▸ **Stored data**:
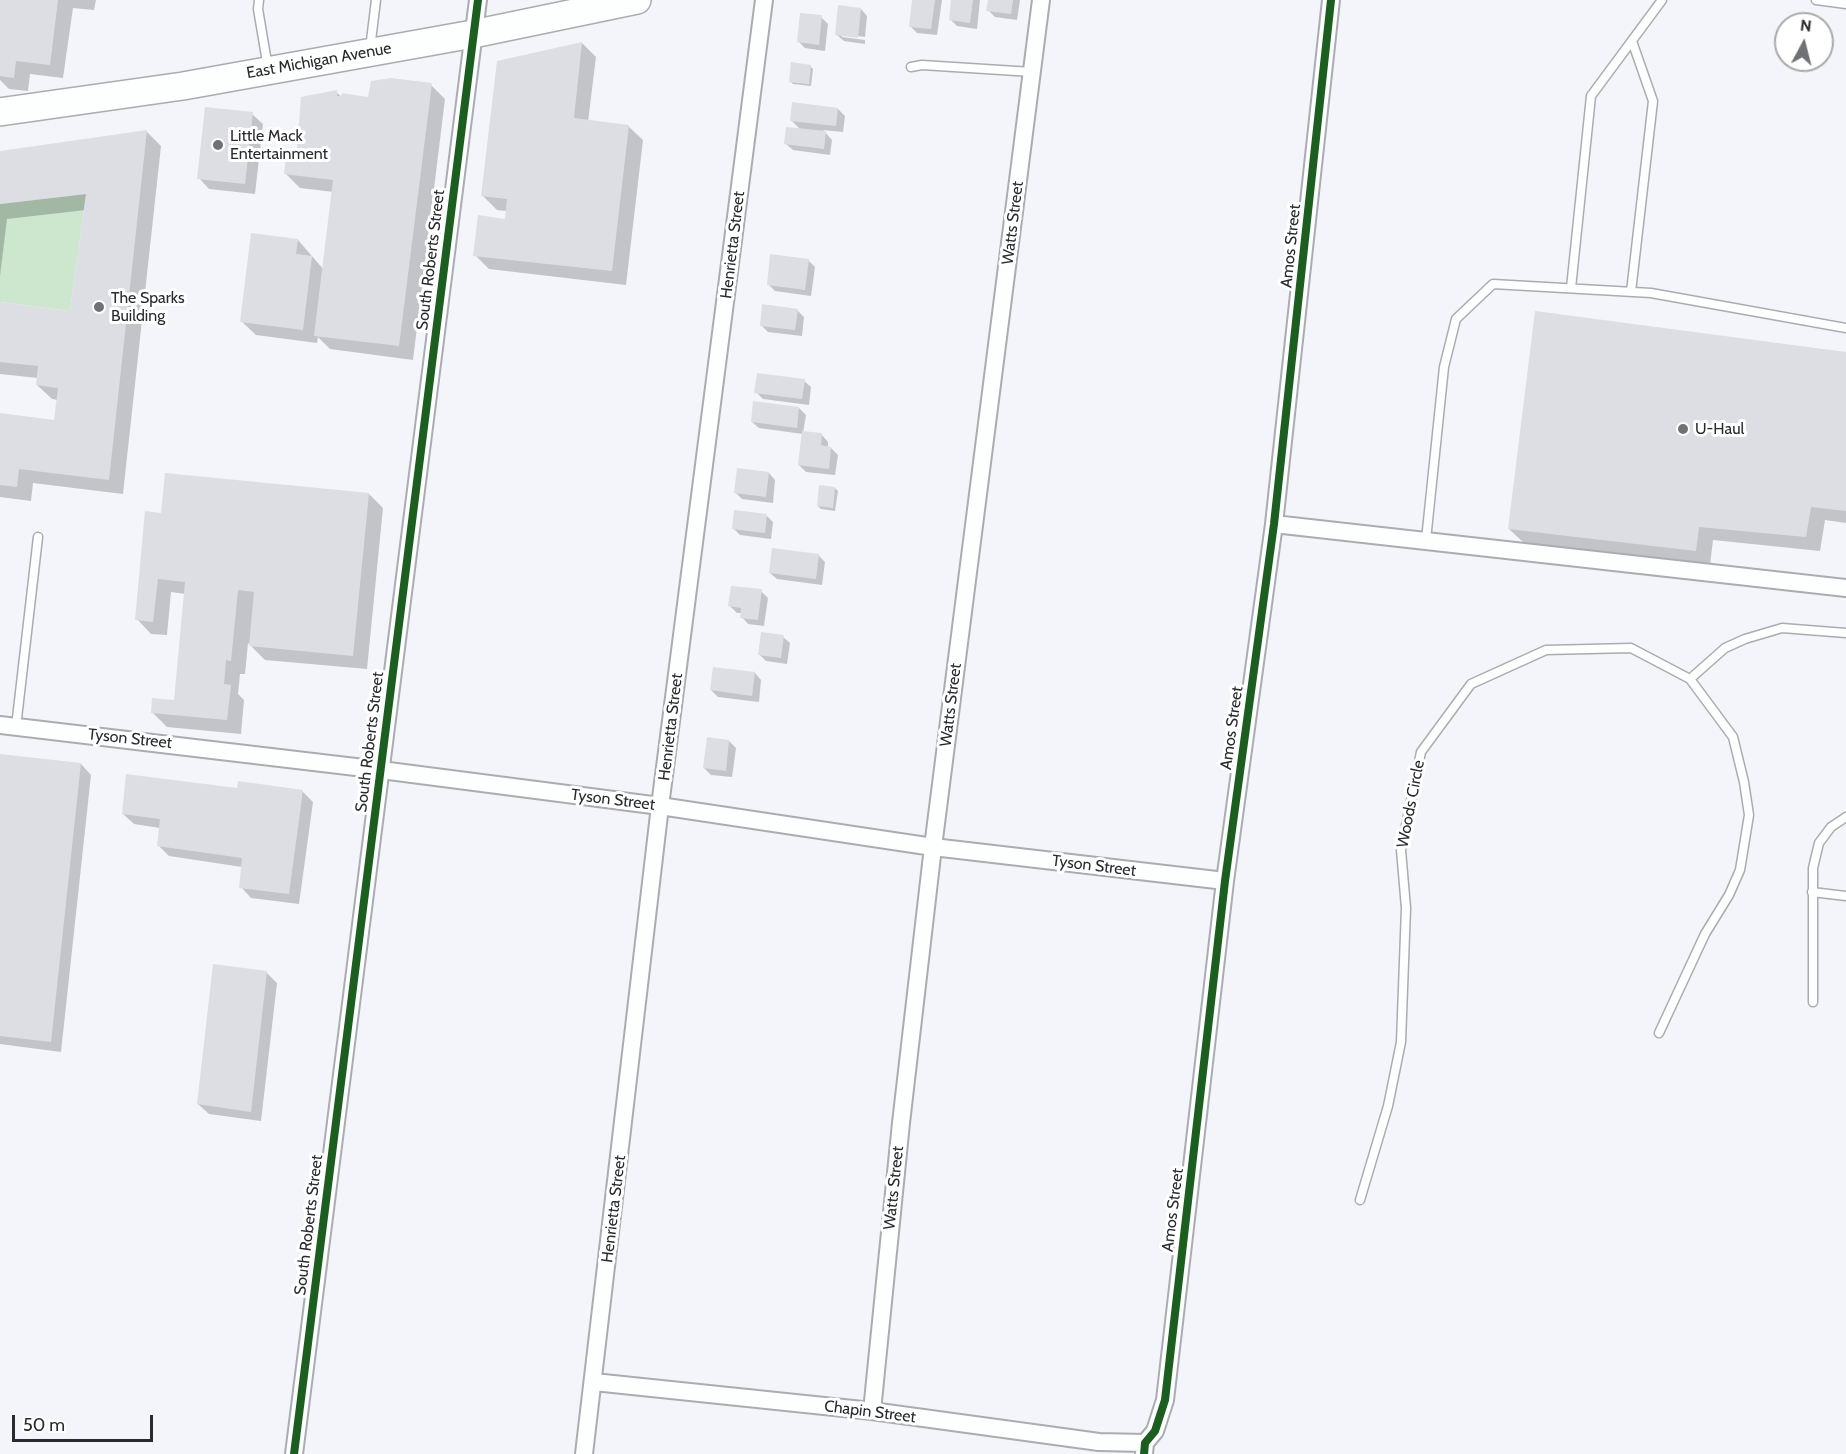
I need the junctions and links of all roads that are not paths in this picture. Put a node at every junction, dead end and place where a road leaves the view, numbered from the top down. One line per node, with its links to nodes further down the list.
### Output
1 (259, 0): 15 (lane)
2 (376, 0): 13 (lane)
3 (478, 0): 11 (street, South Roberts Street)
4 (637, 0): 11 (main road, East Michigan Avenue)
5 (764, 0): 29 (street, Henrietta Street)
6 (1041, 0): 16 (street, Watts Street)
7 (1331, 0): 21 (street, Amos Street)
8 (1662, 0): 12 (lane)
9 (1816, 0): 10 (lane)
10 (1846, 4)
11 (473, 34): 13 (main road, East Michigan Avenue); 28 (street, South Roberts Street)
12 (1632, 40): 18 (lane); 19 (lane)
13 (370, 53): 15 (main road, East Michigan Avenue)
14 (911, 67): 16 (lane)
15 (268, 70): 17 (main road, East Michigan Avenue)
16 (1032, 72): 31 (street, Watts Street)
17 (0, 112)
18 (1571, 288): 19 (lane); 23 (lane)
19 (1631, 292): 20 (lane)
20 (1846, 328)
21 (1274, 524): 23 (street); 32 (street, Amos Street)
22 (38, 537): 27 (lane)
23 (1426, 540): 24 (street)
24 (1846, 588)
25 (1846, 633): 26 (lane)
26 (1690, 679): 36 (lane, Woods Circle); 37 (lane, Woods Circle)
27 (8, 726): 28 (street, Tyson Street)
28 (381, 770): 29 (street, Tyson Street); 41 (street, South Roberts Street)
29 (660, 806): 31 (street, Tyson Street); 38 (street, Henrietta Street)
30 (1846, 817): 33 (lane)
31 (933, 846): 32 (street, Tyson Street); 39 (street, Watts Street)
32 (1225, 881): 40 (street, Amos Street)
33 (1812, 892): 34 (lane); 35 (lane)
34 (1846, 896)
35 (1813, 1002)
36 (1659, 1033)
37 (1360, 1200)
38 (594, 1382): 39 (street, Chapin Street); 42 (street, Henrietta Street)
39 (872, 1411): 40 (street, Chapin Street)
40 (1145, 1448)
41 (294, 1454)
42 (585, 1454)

▸ **EXERCISE OBJECTIVE**:
The result should be a word-for-word restatement of all the data, without images.

▸ **TASK RESULT**:
I need the junctions and links of all roads that are not paths in this picture. Put a node at every junction, dead end and place where a road leaves the view, numbered from the top down. One line per node, with its links to nodes further down the list.
### Output
1 (259, 0): 15 (lane)
2 (376, 0): 13 (lane)
3 (478, 0): 11 (street, South Roberts Street)
4 (637, 0): 11 (main road, East Michigan Avenue)
5 (764, 0): 29 (street, Henrietta Street)
6 (1041, 0): 16 (street, Watts Street)
7 (1331, 0): 21 (street, Amos Street)
8 (1662, 0): 12 (lane)
9 (1816, 0): 10 (lane)
10 (1846, 4)
11 (473, 34): 13 (main road, East Michigan Avenue); 28 (street, South Roberts Street)
12 (1632, 40): 18 (lane); 19 (lane)
13 (370, 53): 15 (main road, East Michigan Avenue)
14 (911, 67): 16 (lane)
15 (268, 70): 17 (main road, East Michigan Avenue)
16 (1032, 72): 31 (street, Watts Street)
17 (0, 112)
18 (1571, 288): 19 (lane); 23 (lane)
19 (1631, 292): 20 (lane)
20 (1846, 328)
21 (1274, 524): 23 (street); 32 (street, Amos Street)
22 (38, 537): 27 (lane)
23 (1426, 540): 24 (street)
24 (1846, 588)
25 (1846, 633): 26 (lane)
26 (1690, 679): 36 (lane, Woods Circle); 37 (lane, Woods Circle)
27 (8, 726): 28 (street, Tyson Street)
28 (381, 770): 29 (street, Tyson Street); 41 (street, South Roberts Street)
29 (660, 806): 31 (street, Tyson Street); 38 (street, Henrietta Street)
30 (1846, 817): 33 (lane)
31 (933, 846): 32 (street, Tyson Street); 39 (street, Watts Street)
32 (1225, 881): 40 (street, Amos Street)
33 (1812, 892): 34 (lane); 35 (lane)
34 (1846, 896)
35 (1813, 1002)
36 (1659, 1033)
37 (1360, 1200)
38 (594, 1382): 39 (street, Chapin Street); 42 (street, Henrietta Street)
39 (872, 1411): 40 (street, Chapin Street)
40 (1145, 1448)
41 (294, 1454)
42 (585, 1454)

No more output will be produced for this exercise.